Task item: Repeat each record exactly, skipping the pictures.

Input material:
☆ ☆ ☆ ☆ ☆ ☆ ☆

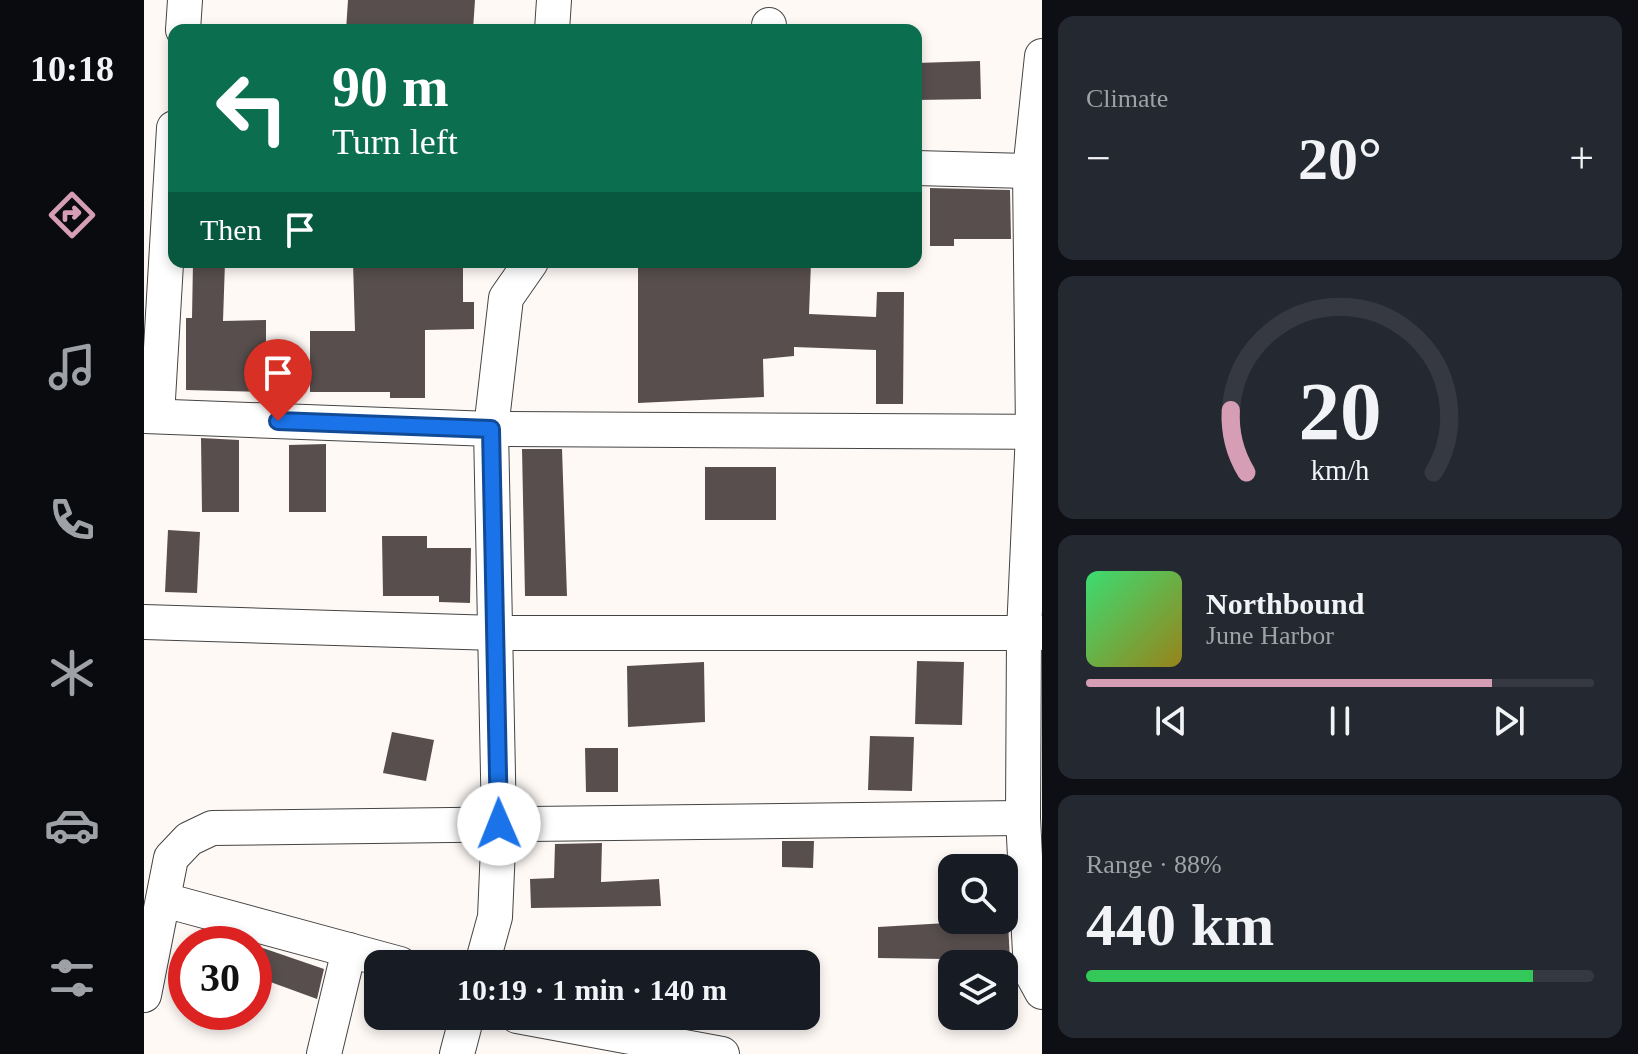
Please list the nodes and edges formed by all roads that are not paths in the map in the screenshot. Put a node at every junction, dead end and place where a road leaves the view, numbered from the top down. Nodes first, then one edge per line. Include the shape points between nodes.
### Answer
1 (185, 0) edge
2 (554, 0) edge
3 (183, 24) edge
4 (552, 24) edge
5 (1042, 56) edge
6 (922, 168) edge
7 (1030, 171) junction
8 (168, 172) edge
9 (155, 254) edge
10 (527, 268) edge
11 (150, 416) edge
12 (491, 429) junction
13 (1038, 432) edge
14 (144, 622) edge
15 (1033, 632) edge
16 (496, 633) junction
17 (1023, 818) junction
18 (499, 824) junction
19 (164, 900) junction
20 (349, 950) junction
21 (486, 950) edge
22 (364, 954) edge
23 (1042, 992) edge
24 (144, 995) edge
25 (463, 1030) edge
26 (593, 1030) edge
27 (324, 1054) edge
28 (457, 1054) edge
29 (722, 1054) edge

1 - 3 street
2 - 4 street
5 - 7 street
6 - 7 street
7 - 13 street
8 - 9 street
9 - 11 street
10 - 12 street via 506,298
11 - 12 street
12 - 13 street
12 - 16 street
13 - 15 street
14 - 16 street
15 - 16 street
15 - 17 street
16 - 18 street
17 - 18 street
17 - 23 street via 1031,972
18 - 19 street via 212,828 189,839 171,858
18 - 21 street via 495,917
19 - 20 street
19 - 24 street
20 - 22 street
20 - 27 street
25 - 28 street
26 - 29 street

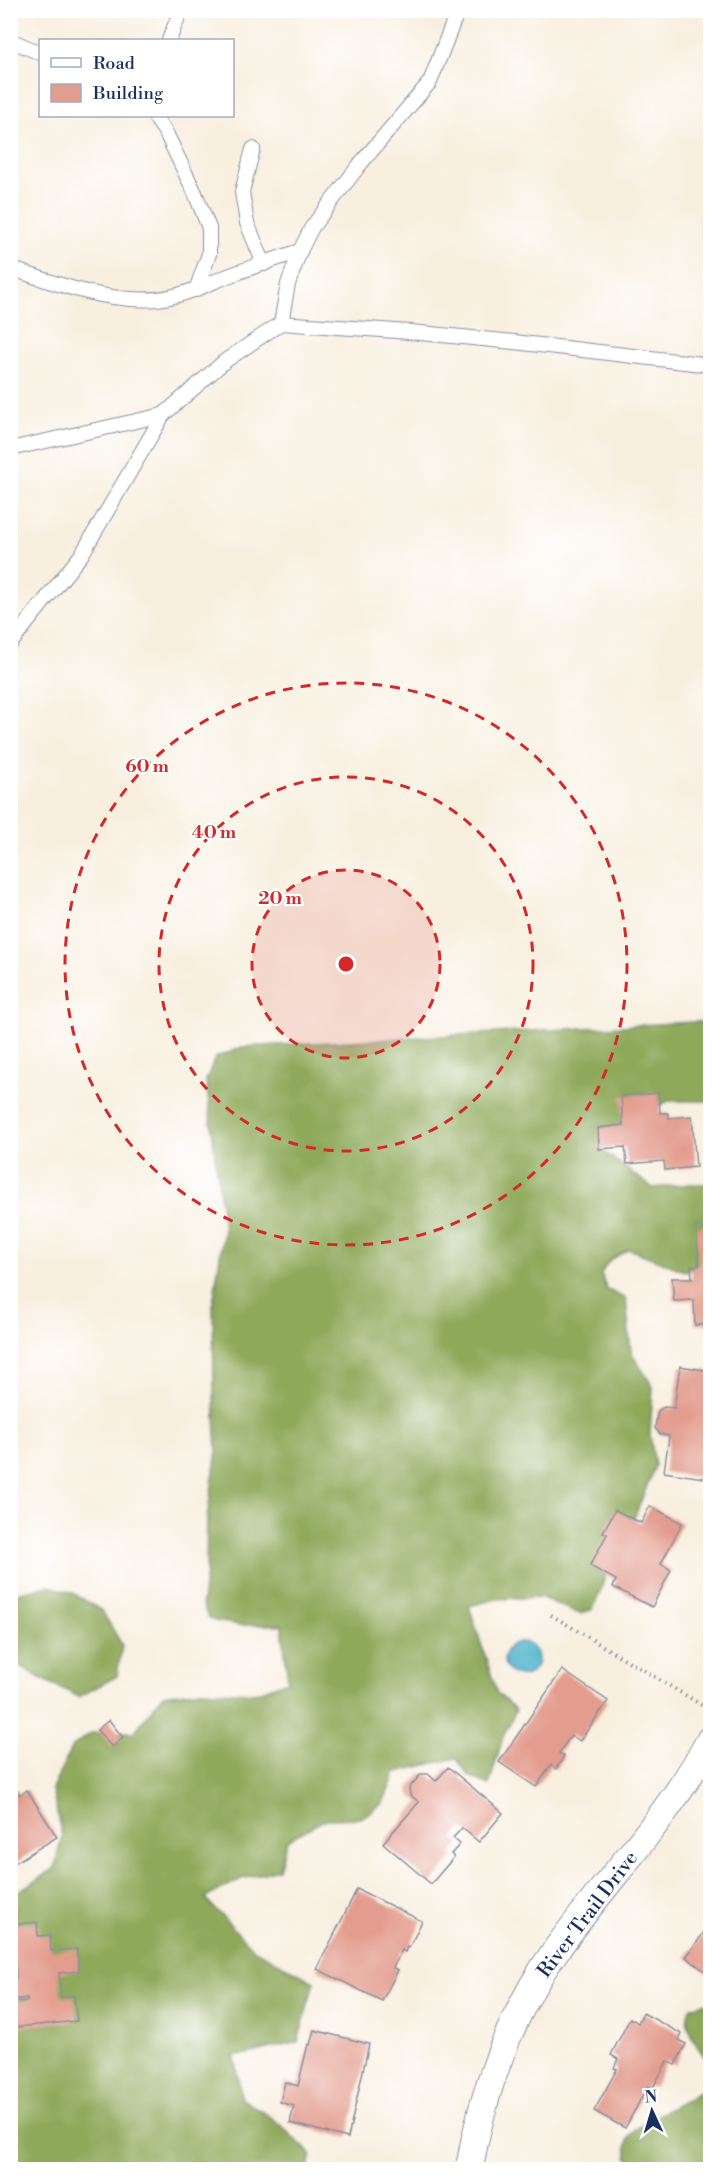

☆ ☆ ☆ ☆ ☆ ☆ ☆

Exercise solution:
Please list the nodes and edges formed by all roads that are not paths in the map in the screenshot. Put a node at every junction, dead end and place where a road leaves the view, numbered from the top down. Nodes first, then one edge per line. Include the shape points between nodes.
### Answer
1 (185, 0) edge
2 (554, 0) edge
3 (183, 24) edge
4 (552, 24) edge
5 (1042, 56) edge
6 (922, 168) edge
7 (1030, 171) junction
8 (168, 172) edge
9 (155, 254) edge
10 (527, 268) edge
11 (150, 416) edge
12 (491, 429) junction
13 (1038, 432) edge
14 (144, 622) edge
15 (1033, 632) edge
16 (496, 633) junction
17 (1023, 818) junction
18 (499, 824) junction
19 (164, 900) junction
20 (349, 950) junction
21 (486, 950) edge
22 (364, 954) edge
23 (1042, 992) edge
24 (144, 995) edge
25 (463, 1030) edge
26 (593, 1030) edge
27 (324, 1054) edge
28 (457, 1054) edge
29 (722, 1054) edge

1 - 3 street
2 - 4 street
5 - 7 street
6 - 7 street
7 - 13 street
8 - 9 street
9 - 11 street
10 - 12 street via 506,298
11 - 12 street
12 - 13 street
12 - 16 street
13 - 15 street
14 - 16 street
15 - 16 street
15 - 17 street
16 - 18 street
17 - 18 street
17 - 23 street via 1031,972
18 - 19 street via 212,828 189,839 171,858
18 - 21 street via 495,917
19 - 20 street
19 - 24 street
20 - 22 street
20 - 27 street
25 - 28 street
26 - 29 street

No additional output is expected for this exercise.